Lost in thought

Nothing in particular, it has just been one of those days.

I’m enjoying my time here at my cousins and I feel very welcome. After yesterdays activities I felt like I needed to take the day “off”. My cousin took her kids to the zoo and I just put my feet up and relaxed.

I did not sleep well last night. After getting back late, I opted not to take my sleeping pill because I thought I was tired enough. At about 3am I was thinking differently. It’s sad when you become so reliant on a sleep aid. In the pills defense, I’m not addicted, I just can’t sleep anyway.

I do have bad dreams, maybe just not what you expect from someone with PTSD. I don’t have flashbacks or relive events. What I do have are recurring dreams of a similar theme. I am usually in a situation where I have to save my family or other people from something violent, it’s never very clear. What is clear is that I have a rifle, the same kind I carried in combat, and the trigger never works. It’s solid and immovable. That part of the dream is so real that whenever I took my actual rifle to the range, I always expected it not to work. I sold it in part because of that. I had bad dreams last night. First time without a pill in forever and in a strange bed. A surefire (get it?) recipe for disaster.

So I took it easy today. I kept things more low key. I needed this. I spent a lot of time thinking about my trip. How far along I am. How far along I’m not. If my expectations are realistic. If I’m staying true to the original idea. If I’m getting anything out of it.

Am I? Honestly am I any better off than a month ago? When I get back home will I be ok? I can tear myself up forever if I let it go. I really had to reign it in at one point. I am my own worst enemy.

The PTSD brain is a slippery slope. One bad thought leads to another and another and pretty soon you’re lost in depression.

I meant for this trip to be big. I needed something daunting, challenging and even overwhelming. I have to force myself to look at a bigger picture. Typically my mind can’t handle that. People will say just take it a piece at a time. That’s all well and good but it just keeps you living in the here and now without any thought to the future. The future is too much for me. That’s why I need to find a way to face it head on. It’s easy to have suicidal thoughts when you only focus on today. I guess, to be honest, I’m screwed either way. The future can be too much as well.

I need to retrain my brain. Not everything has to be terrible or with grave consequences.

I’m keeping my focus, right where it needs to be. I’m doing this.

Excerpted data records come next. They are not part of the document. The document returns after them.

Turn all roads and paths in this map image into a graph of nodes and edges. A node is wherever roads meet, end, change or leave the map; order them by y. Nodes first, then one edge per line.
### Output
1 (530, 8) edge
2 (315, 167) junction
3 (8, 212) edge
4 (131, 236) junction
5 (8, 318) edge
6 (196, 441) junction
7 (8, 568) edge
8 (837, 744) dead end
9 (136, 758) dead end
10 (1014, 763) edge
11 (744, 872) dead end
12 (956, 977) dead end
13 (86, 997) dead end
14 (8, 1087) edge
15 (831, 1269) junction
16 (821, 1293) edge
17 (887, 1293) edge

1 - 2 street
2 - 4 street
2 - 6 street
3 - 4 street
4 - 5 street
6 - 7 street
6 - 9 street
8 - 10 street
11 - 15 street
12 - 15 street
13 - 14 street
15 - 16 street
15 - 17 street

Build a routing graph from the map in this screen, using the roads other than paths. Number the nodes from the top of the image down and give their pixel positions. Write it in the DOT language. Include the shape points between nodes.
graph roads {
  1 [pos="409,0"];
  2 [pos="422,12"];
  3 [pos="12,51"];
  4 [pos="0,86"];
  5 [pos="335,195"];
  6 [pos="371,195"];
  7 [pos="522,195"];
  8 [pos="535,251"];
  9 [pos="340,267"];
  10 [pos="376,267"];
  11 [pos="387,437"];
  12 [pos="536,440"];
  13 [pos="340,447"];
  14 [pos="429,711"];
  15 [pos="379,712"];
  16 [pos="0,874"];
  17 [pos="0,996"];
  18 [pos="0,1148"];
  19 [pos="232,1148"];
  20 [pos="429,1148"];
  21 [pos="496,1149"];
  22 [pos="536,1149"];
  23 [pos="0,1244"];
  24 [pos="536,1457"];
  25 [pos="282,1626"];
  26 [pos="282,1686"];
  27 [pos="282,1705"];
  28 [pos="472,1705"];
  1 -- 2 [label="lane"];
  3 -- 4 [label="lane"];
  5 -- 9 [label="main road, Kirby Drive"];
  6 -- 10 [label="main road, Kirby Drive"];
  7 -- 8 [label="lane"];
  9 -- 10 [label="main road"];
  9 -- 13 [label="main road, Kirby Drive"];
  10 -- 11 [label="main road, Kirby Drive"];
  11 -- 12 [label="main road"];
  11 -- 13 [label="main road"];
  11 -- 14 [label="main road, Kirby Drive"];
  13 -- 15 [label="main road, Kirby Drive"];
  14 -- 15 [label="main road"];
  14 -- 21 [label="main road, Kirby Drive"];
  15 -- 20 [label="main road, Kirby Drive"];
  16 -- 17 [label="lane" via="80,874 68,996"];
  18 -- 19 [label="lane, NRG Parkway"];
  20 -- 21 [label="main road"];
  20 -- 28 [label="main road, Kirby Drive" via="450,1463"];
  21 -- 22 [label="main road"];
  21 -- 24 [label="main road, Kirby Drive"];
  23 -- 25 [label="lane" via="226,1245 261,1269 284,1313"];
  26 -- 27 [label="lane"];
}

5 thoughts on “Lost in thought”

  1. Hang in there Jake. I know you can overcome your demons, I’ve seen you in action. Thanks for sharing. I consider you my you one of my best friends 2nd only to Brenda. You’re helping others, me, understand a little more of mental illness. Thanks

    Liked by 1 person

  2. Hi Jake, I appreciate your sharing any and everything. My two cents worth is to take things one day at a time and once you get back home you will realize the rewards of taking this trip more and more each day. Things will come into better focus. And, quit being so hard on yourself. I’m glad you’ve had the opportunity to talk with and share your story on this trip. All of the events and people will come back to day to day, year to year, as you journey on. Enjoy it all–the hard days and the more easy and enjoyable ones. Each has a purpose. Try not to get ahead of yourself. Keep enjoying the present moment.

    Liked by 1 person

  3. I awakened early because I went to bed early. Laying down and sleeping, with the essential aid of a pill, is the only thing that takes away the pain. Yes, mine is physical but both of us have to find a way to step away from the pain, daily. I’m so grateful that you are gaining awareness of yourself. Neither one of us will ever be “better” if that means a pain free day.

    This morning I’ll be opening the temple and you’ll be in my thoughts and prayers. Love you, dad

    Like

  4. I have been thinking a lot about your dream. Maybe it means that you will need to save your family, but it won’t be with a weapon. Just a thought. Love you!!